Each narrator's fixation symbolizes something. In Poe's story, the old man's eye symbolizes the narrator's conscience. It's always watching him and knows even the deeds he commits in secret—deeds no one else could've known. In Gilman's story, the yellow wallpaper symbolizes a prison for the creeping woman who is trapped behind its undecipherable pattern.
Each narrator has good things to say about the person who vexes them. In Poe's story, the old man is kind to him. In Gilman's story, the narrator's husband, who can also be called her captor, is described as kind and loving. Poe's protagonist says it is not the old man who vexed him, just his "Evil Eye." He describes his kindness toward the old man, which readers can infer is reciprocated. Gilman's protagonist says this of her husband: "He is very careful and loving, and hardly lets me stir without special direction."
Each story allows the reader a glimpse inside the mind of a person who is mentally ill. We see the irrationality of their thoughts and behavior from their perspective.

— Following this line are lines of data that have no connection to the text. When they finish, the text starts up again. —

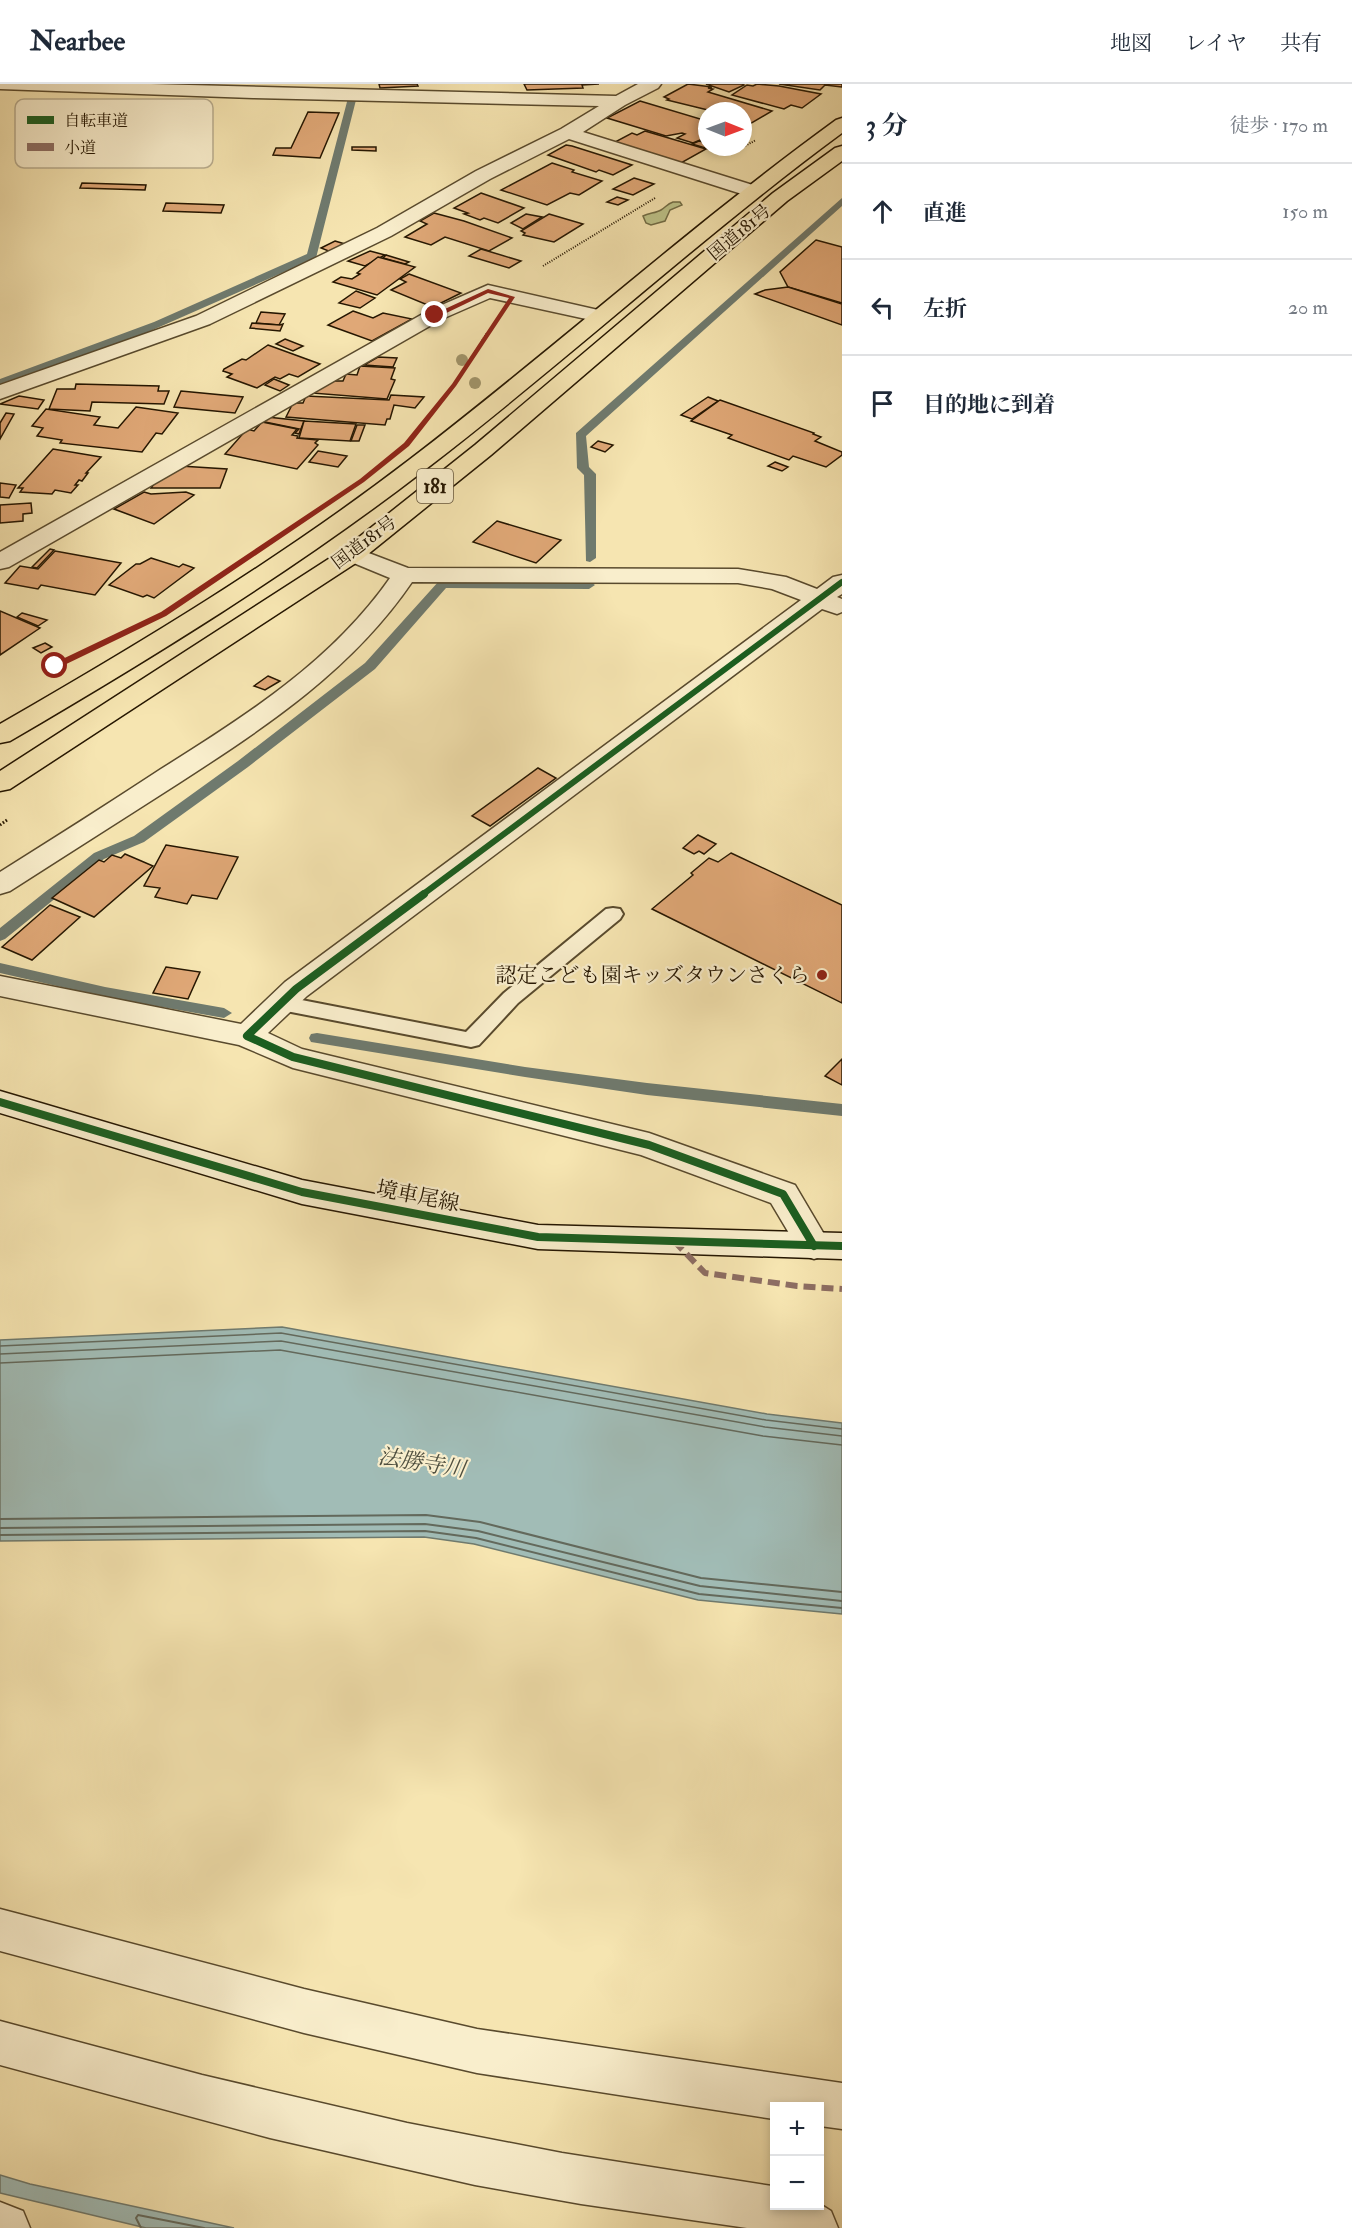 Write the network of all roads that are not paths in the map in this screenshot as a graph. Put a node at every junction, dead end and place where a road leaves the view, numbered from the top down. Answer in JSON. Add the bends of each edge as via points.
{"nodes":[{"id":1,"x":0,"y":84,"type":"edge"},
{"id":2,"x":652,"y":84,"type":"edge"},
{"id":3,"x":619,"y":101,"type":"junction"},
{"id":4,"x":842,"y":124,"type":"edge"},
{"id":5,"x":568,"y":133,"type":"junction"},
{"id":6,"x":842,"y":152,"type":"edge"},
{"id":7,"x":752,"y":192,"type":"junction"},
{"id":8,"x":600,"y":316,"type":"junction"},
{"id":9,"x":0,"y":392,"type":"edge"},
{"id":10,"x":353,"y":554,"type":"junction"},
{"id":11,"x":0,"y":562,"type":"edge"},
{"id":12,"x":405,"y":574,"type":"junction"},
{"id":13,"x":835,"y":596,"type":"edge"},
{"id":14,"x":0,"y":735,"type":"edge"},
{"id":15,"x":0,"y":783,"type":"edge"},
{"id":16,"x":5,"y":876,"type":"edge"},
{"id":17,"x":613,"y":914,"type":"dead end"},
{"id":18,"x":0,"y":986,"type":"edge"},
{"id":19,"x":281,"y":1004,"type":"junction"},
{"id":20,"x":248,"y":1036,"type":"junction"},
{"id":21,"x":0,"y":1102,"type":"edge"},
{"id":22,"x":828,"y":1246,"type":"edge"},
{"id":23,"x":0,"y":1930,"type":"edge"},
{"id":24,"x":0,"y":2043,"type":"edge"},
{"id":25,"x":842,"y":2106,"type":"edge"},
{"id":26,"x":0,"y":2226,"type":"edge"},
{"id":27,"x":6,"y":2228,"type":"edge"},
{"id":28,"x":814,"y":2228,"type":"edge"}],
"edges":[{"from":1,"to":3,"type":"street"},
{"from":2,"to":3,"type":"street"},
{"from":3,"to":5,"type":"street"},
{"from":4,"to":7,"type":"highway","name":"国道181号","number":"181"},
{"from":5,"to":7,"type":"street"},
{"from":5,"to":9,"type":"street","via":[[483,175],[384,232],[203,320]]},
{"from":6,"to":10,"type":"highway","name":"国道181号","number":"181","via":[[780,197],[483,450]]},
{"from":7,"to":8,"type":"highway","name":"国道181号","number":"181"},
{"from":8,"to":11,"type":"street","via":[[488,291],[435,315]]},
{"from":8,"to":14,"type":"highway","name":"国道181号","number":"181","via":[[416,466],[266,573]]},
{"from":10,"to":12,"type":"street"},
{"from":10,"to":15,"type":"highway","name":"国道181号","number":"181"},
{"from":12,"to":13,"type":"street","via":[[738,576]]},
{"from":12,"to":16,"type":"street","via":[[381,608],[324,668],[248,726]]},
{"from":13,"to":19,"type":"street","via":[[296,989]]},
{"from":17,"to":19,"type":"lane","via":[[511,998],[471,1040]]},
{"from":18,"to":20,"type":"street"},
{"from":19,"to":20,"type":"street"},
{"from":20,"to":22,"type":"street","via":[[293,1057],[649,1145],[783,1194]]},
{"from":21,"to":22,"type":"street","name":"境車尾線","via":[[302,1192],[538,1237]]},
{"from":23,"to":25,"type":"street","via":[[304,2011],[477,2051]]},
{"from":24,"to":28,"type":"street","via":[[337,2131],[544,2174],[726,2201],[774,2211]]},
{"from":26,"to":27,"type":"street"}]} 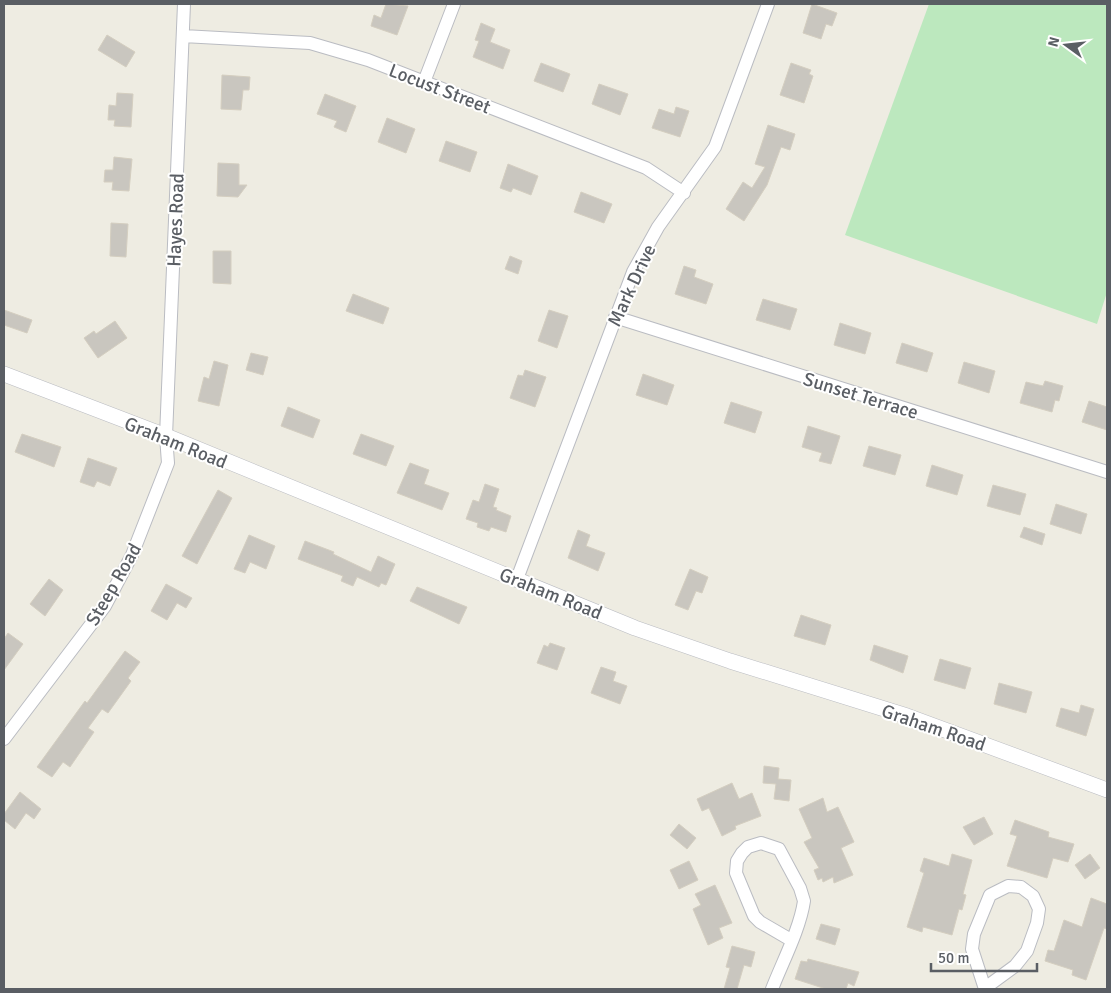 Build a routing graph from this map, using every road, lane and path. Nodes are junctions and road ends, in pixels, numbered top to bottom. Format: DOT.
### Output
graph roads {
  1 [pos="184,4"];
  2 [pos="454,4"];
  3 [pos="768,4"];
  4 [pos="183,36"];
  5 [pos="424,82"];
  6 [pos="684,192"];
  7 [pos="615,317"];
  8 [pos="4,374"];
  9 [pos="166,436"];
  10 [pos="1107,472"];
  11 [pos="517,579"];
  12 [pos="4,740"];
  13 [pos="1107,790"];
  14 [pos="791,940"];
  15 [pos="772,989"];
  16 [pos="985,989"];
  1 -- 4 [label="street, Hayes Road"];
  2 -- 5 [label="street"];
  3 -- 6 [label="street, Mark Drive"];
  4 -- 5 [label="street, Locust Street"];
  4 -- 9 [label="street, Hayes Road"];
  5 -- 6 [label="street, Locust Street"];
  6 -- 7 [label="street, Mark Drive"];
  7 -- 10 [label="street, Sunset Terrace"];
  7 -- 11 [label="street, Mark Drive"];
  8 -- 9 [label="street, Graham Road"];
  9 -- 11 [label="street, Graham Road"];
  9 -- 12 [label="street, Steep Road"];
  11 -- 13 [label="street, Graham Road"];
  14 -- 14 [label="street"];
  14 -- 15 [label="street"];
  16 -- 16 [label="street"];
}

“The Yellow Wallpaper” and “The Tell-tale Heart” have in common gothic elements, unreliable narrators and portraits of mental illness.
Both stories are very gothic. Gothic elements include things that make the story dark or spooky. In this case, the madness adds to the gothic nature of the stories. So does the setting. The yellow wallpaper and the house both seem spooky. They make the reader uneasy. Mentions of the vulture eye and the woman trapped in the wall are gothic and disturbing.
Each story has an unreliable narrator. An unreliable narrator is one who cannot accurately describe the events of the story due to madness or youth. In this case, madness prevents either narrator from describing what is happening in a realistic way. Instead, all of their observations are colored by their madness and we don’t know what do believe. Notice that neither narrator has a name. This adds to the uneasiness and distance.
“The Yellow Wallpaper” and “The Tell-tale Heart” do both involve narrators who suffer from mental illness. In each case, the narrators themselves don’t seem to realize it and arguably neither does anyone they interact with, until it is too late. The old man clearly does not see any risk in the narrator in “The Tell-tale Heart,” and the narrator’s husband in “The Yellow Wallpaper” does not seem to realize how far she’s gone until he sees her crawling the walls and faints.
Both stories are told in the first person, through the eyes of a mentally ill narrator who is unaware of the extent of his or her illness—though aware that others think he or she is ill. Both stories focus on describing interior or psychological states rather than objective reality, giving the reader a glimpse of what the world might look like to a person who is mentally ill.
In "The Tell-Tale Heart," the narrator becomes fixated on the eye of the old man he cares for and with what he believes is the sound of his beating heart. He feels he has to shut the man's eye and stop his heartbeat no matter what, so he murders him. Likewise, the narrator in Gilman's story is fixated on the yellow wallpaper in her room. She believes it looks like eyes staring at her in places and that a woman crawls in the pattern. She tries to tear all the paper off the wall.
In both stories, the narrators create narratives to explain their situations that appear quite reasonable to them but reveal to the reader the depth of their irrationality.